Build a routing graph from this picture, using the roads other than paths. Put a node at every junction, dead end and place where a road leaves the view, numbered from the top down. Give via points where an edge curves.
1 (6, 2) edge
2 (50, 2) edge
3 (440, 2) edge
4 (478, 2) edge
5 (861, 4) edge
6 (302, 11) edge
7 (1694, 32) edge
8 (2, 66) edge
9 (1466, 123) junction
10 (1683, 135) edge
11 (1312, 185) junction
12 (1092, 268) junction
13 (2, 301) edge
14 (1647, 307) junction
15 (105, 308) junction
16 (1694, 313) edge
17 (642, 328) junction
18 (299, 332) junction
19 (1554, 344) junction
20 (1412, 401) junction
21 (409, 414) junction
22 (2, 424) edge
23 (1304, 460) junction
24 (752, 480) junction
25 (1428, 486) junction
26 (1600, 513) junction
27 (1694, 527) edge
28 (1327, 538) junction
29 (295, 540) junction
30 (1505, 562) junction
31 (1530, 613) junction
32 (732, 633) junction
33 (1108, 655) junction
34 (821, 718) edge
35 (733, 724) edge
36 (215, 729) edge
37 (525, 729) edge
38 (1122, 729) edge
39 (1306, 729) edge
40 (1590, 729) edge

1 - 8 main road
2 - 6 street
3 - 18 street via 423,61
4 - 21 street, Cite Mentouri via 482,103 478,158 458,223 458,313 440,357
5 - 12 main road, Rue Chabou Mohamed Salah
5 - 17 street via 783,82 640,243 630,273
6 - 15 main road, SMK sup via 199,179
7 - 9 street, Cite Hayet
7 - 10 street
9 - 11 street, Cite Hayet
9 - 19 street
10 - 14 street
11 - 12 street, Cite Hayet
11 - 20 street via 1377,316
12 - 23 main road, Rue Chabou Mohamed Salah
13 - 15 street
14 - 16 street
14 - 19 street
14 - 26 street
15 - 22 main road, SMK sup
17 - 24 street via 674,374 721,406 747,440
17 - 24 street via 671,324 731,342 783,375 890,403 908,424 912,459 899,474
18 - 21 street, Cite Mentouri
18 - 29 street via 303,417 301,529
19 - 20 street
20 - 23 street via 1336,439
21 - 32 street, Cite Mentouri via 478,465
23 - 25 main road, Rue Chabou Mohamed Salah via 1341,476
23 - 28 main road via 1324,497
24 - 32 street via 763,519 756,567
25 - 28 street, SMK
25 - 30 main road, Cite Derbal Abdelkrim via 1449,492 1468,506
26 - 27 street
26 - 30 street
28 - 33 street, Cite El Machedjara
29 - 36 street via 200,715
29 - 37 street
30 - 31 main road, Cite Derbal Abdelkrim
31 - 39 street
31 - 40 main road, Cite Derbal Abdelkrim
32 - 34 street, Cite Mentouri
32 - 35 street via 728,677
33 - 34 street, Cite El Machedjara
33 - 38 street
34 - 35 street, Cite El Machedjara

Aim of the task:
Across all the lines of the data, count those that include the word "Machedjara" and reply with that number only.

Reply to the exercise:
3